The answer must be a single number: the count of lines in the listing that hold the string "shadow".

» **Data extract**:

-- -- --

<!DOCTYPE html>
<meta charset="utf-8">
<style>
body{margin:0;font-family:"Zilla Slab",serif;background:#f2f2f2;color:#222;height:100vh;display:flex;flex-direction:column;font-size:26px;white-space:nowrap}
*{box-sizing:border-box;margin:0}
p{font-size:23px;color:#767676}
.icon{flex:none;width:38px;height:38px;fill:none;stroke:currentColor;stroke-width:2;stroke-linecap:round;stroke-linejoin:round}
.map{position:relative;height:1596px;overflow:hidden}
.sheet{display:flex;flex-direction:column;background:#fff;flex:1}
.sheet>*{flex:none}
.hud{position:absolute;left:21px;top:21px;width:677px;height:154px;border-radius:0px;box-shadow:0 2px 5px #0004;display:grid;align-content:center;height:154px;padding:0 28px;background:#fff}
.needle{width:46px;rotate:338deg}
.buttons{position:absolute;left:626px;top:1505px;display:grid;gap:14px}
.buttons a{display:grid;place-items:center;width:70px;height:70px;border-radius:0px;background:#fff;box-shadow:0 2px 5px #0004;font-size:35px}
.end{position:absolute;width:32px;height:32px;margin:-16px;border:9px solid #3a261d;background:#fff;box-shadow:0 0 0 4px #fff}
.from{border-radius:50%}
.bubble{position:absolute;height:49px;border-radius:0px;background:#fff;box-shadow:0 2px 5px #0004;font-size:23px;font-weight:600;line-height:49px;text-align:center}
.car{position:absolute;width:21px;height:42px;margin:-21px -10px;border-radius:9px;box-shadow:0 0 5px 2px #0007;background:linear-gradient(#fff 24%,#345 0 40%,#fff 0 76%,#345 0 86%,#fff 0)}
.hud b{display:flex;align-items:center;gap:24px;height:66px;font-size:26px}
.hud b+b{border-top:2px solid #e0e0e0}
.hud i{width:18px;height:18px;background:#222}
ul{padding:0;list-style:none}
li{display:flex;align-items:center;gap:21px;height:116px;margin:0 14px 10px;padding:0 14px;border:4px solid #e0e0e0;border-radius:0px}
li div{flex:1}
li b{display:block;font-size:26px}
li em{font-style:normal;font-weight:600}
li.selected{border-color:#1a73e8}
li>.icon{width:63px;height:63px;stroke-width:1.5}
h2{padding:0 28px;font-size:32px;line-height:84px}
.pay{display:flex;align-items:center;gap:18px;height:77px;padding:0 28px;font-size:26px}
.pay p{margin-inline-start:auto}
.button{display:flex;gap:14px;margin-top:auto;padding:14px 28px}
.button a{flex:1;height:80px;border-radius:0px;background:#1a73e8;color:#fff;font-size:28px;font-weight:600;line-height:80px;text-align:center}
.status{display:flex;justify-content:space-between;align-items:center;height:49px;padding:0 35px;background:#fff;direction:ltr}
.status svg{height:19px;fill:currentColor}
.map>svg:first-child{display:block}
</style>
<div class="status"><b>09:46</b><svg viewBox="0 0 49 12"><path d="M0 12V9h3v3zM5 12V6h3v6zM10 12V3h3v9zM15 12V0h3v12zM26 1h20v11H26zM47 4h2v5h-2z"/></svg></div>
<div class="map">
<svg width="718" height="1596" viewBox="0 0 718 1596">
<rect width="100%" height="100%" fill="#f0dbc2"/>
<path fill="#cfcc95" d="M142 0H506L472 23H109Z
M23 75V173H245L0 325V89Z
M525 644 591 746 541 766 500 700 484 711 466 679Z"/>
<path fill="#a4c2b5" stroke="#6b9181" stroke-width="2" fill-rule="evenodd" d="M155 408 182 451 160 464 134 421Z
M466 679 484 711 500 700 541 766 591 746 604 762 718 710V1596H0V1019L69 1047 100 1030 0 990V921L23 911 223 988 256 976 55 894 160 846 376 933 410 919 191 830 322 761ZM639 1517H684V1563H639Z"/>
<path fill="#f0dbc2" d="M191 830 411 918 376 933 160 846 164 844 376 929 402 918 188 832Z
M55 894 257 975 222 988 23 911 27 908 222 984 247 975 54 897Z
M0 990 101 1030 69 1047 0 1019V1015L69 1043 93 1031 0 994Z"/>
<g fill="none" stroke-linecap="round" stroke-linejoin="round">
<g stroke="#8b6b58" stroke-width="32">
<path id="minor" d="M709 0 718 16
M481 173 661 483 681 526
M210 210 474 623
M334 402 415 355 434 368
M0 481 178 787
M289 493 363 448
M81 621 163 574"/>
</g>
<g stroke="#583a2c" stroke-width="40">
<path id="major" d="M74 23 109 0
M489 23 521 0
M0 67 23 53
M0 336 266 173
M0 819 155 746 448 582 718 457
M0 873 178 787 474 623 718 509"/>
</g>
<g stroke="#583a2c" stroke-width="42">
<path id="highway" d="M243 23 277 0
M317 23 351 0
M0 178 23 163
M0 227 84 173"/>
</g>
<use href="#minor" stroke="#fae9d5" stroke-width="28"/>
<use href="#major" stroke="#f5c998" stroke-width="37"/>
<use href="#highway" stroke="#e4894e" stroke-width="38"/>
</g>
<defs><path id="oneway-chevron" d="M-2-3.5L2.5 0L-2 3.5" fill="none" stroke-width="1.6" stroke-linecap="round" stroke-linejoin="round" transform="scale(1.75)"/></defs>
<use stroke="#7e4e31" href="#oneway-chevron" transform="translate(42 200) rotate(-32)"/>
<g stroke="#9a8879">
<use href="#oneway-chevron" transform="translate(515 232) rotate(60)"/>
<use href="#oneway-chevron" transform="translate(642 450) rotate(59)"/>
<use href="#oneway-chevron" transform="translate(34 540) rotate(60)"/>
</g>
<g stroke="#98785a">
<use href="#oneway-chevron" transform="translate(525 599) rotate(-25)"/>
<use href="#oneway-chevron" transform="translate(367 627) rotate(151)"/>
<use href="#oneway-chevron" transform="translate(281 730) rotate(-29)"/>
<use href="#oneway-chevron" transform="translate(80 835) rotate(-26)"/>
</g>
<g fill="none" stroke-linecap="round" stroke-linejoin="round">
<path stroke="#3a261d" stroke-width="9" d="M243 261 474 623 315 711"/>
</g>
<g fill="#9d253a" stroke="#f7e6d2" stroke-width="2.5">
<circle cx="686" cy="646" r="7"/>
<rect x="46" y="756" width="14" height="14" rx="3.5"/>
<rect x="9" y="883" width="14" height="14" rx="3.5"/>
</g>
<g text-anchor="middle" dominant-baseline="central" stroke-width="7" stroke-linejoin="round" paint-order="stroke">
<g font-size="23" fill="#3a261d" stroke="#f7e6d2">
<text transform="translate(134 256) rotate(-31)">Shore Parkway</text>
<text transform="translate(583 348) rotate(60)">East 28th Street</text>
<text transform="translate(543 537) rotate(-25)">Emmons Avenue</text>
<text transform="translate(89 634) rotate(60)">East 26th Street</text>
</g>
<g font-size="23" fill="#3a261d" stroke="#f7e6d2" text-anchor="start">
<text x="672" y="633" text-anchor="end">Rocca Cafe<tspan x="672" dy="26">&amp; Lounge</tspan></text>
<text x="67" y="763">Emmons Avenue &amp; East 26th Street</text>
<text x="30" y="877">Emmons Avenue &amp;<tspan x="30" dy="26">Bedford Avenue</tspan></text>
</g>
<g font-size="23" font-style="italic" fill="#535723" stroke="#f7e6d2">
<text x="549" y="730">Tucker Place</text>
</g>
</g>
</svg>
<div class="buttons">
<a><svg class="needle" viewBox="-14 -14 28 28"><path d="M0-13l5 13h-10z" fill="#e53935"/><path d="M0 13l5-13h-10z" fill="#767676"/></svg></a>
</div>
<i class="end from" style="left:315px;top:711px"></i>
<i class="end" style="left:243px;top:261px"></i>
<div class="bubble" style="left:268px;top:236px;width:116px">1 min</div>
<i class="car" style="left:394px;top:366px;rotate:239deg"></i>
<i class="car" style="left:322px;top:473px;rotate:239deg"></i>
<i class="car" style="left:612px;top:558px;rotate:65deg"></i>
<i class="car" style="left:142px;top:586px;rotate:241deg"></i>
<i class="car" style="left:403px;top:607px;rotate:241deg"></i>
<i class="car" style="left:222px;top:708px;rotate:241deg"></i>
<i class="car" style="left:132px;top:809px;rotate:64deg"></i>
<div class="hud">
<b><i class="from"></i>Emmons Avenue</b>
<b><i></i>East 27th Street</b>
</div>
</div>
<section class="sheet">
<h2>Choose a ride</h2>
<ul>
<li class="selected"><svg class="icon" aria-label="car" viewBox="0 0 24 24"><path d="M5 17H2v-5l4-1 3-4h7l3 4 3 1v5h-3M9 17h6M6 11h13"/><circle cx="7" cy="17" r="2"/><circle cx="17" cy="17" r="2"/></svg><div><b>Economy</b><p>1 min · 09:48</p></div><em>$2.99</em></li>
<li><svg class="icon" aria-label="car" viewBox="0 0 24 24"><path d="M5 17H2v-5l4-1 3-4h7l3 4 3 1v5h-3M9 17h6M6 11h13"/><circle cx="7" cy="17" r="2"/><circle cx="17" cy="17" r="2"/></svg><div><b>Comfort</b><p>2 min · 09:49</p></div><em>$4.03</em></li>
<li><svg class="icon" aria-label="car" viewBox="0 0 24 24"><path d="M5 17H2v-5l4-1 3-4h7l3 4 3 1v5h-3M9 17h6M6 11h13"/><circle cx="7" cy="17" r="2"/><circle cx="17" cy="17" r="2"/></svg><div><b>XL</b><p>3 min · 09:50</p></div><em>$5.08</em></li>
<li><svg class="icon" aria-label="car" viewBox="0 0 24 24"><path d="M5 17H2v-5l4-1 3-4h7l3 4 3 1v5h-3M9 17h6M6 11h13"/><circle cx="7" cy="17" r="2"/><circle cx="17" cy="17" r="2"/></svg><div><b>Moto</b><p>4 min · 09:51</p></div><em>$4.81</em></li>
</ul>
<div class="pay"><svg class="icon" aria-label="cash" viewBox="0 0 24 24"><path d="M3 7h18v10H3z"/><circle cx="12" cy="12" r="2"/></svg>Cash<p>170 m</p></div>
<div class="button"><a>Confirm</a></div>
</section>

-- -- --

» **Completed exercise**: 5